Carlos Lazzari avalia que o setor não está preparado para absorver uma transformação imediata e defende mais diálogo antes da votação do tema
O ex-presidente do Centro da Indústria, Comércio e Serviços de Bento Gonçalves (CIC-BG), Carlos Lazzari, afirma que o empresariado vive um cenário de angústia, medo e pressão psicológica diante de mudanças estruturais em debate no país. Em entrevista à Rádio Spaço FM, Lazzari destaca que, em 38 anos de atuação como empresário, nunca presenciou um contexto semelhante, mesmo tendo acompanhado diferentes governos desde a década de 1990. Segundo ele, embora fatores internacionais como guerras e oscilações de preços impactem a economia, a maior preocupação atual está na possível alteração da escala de trabalho de 6×1 para 5×2.
O ex-presidente pondera que não se posiciona contra ou a favor da mudança, mas defende mais debate e tempo de adaptação. Ele argumenta que o setor privado não está preparado para absorver uma transformação imediata, especialmente em áreas que dependem de funcionamento contínuo, como restaurantes, hotéis, farmácias e supermercados. Carlos compara o debate com a reforma tributária, que está sendo implementada de forma gradual até 2033, e questiona o curto prazo proposto para a mudança na jornada de trabalho. Para ele, decisões dessa magnitude não devem ser tomadas em ano eleitoral, pois exigem construção conjunta entre setor público e privado.
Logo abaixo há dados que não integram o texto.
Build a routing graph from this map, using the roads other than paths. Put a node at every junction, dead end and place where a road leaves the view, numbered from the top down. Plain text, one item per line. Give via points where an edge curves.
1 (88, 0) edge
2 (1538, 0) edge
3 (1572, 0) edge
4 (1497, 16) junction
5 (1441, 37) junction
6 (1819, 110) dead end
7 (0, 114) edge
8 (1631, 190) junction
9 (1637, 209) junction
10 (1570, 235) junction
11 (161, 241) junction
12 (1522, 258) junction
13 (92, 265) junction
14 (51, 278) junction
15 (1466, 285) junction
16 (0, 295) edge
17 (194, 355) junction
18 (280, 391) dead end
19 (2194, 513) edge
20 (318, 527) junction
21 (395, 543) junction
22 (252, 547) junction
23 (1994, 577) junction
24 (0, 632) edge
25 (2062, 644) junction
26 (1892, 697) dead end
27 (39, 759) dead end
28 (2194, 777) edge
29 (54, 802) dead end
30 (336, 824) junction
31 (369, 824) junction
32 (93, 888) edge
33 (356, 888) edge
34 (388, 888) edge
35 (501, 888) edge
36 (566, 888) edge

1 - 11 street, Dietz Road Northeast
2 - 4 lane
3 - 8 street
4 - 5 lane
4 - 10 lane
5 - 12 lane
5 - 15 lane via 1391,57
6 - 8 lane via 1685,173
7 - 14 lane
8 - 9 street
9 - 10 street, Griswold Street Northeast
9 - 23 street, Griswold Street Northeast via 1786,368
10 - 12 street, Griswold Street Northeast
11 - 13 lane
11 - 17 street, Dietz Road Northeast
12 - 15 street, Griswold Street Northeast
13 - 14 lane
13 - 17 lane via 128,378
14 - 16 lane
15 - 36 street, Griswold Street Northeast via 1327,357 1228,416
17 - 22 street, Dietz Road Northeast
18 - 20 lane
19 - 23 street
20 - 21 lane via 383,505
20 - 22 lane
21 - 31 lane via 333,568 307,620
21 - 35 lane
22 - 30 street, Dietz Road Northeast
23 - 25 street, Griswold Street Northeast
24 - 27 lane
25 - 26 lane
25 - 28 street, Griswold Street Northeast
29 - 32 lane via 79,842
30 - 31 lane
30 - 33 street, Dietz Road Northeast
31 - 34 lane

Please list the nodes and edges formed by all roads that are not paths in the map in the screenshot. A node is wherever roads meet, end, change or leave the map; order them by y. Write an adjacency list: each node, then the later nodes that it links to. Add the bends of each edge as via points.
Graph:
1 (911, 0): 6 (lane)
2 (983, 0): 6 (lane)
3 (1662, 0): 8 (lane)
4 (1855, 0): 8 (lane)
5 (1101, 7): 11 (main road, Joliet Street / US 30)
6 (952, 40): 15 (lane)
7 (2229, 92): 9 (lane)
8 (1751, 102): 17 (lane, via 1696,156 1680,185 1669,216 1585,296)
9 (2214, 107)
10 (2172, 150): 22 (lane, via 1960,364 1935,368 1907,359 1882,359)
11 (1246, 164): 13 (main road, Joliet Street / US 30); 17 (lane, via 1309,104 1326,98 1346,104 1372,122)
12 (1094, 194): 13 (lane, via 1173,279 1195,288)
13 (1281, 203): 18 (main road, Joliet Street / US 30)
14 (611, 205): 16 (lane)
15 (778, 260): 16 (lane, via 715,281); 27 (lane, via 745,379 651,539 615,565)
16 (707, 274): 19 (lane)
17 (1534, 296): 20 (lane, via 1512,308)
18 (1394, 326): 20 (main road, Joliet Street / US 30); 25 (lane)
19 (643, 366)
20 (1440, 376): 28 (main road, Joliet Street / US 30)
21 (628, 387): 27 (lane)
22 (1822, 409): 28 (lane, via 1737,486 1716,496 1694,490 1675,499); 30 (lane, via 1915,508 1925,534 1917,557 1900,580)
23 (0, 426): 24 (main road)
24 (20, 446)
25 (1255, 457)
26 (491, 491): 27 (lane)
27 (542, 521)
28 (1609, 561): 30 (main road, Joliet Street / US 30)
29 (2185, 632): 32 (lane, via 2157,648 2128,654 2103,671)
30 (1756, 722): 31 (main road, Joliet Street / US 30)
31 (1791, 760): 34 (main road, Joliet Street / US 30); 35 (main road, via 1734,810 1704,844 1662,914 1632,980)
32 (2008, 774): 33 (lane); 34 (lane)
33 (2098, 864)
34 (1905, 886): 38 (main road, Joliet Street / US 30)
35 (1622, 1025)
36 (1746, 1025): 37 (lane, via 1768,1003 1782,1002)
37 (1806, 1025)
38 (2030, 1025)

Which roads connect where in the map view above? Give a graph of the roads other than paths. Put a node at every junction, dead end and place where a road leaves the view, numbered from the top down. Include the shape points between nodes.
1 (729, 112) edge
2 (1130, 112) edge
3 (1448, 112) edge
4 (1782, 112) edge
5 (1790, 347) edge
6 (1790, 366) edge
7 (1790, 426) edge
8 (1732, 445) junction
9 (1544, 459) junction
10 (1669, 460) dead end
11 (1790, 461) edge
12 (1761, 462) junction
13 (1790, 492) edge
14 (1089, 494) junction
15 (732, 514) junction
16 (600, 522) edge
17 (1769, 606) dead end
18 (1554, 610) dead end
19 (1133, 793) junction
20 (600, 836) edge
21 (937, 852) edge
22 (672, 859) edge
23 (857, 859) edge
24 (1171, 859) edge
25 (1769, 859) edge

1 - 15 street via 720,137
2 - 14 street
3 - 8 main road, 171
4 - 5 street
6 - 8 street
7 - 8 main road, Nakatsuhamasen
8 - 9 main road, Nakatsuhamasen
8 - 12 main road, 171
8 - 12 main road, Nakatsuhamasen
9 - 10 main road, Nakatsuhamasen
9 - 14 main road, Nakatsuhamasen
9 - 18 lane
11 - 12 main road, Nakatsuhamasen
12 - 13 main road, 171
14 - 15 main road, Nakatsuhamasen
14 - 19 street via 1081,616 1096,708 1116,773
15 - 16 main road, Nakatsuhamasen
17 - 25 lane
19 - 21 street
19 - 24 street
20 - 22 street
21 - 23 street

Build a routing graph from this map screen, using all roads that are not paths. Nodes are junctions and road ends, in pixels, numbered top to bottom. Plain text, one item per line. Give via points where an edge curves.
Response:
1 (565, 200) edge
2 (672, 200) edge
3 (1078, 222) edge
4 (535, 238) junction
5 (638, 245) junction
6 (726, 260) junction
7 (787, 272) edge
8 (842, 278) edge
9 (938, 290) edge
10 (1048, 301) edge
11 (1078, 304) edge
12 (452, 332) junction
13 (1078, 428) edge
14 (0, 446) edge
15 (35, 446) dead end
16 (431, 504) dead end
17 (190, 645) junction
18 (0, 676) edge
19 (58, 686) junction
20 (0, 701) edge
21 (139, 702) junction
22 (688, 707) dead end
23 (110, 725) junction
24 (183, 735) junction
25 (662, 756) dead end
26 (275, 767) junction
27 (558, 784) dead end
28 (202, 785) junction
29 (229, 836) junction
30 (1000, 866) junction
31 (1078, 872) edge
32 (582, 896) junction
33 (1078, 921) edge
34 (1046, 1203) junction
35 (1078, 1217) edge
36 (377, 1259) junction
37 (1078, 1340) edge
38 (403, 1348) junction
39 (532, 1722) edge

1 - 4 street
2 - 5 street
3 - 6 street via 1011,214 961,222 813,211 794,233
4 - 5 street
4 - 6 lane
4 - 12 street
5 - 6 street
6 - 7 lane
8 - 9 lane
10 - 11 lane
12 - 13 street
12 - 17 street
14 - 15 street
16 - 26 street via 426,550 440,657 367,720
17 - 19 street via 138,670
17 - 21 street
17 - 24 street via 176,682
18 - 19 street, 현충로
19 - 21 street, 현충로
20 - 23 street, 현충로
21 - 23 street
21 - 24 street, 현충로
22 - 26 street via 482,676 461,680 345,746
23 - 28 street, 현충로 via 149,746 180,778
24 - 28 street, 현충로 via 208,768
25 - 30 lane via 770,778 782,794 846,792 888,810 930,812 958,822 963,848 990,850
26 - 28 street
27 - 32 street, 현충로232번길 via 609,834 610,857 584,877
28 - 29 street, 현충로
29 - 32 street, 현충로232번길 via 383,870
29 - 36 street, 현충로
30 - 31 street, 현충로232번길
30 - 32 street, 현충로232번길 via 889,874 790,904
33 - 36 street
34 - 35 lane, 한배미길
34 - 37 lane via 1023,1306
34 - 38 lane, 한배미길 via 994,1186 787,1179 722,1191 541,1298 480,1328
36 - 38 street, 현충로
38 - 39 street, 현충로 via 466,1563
O empresário ressalta ainda que há uma inquietação generalizada no setor, que teme perda de competitividade e dificuldades para manter empregos e receitas. Ele afirma que a classe empresarial sustenta a economia brasileira e alertou para os impactos caso não haja planejamento adequado. Por fim, Carlos manifestou sua expectativa de que o governo amplie o diálogo e adie esta decisão, permitindo um debate mais aprofundado e estruturado nos próximos anos.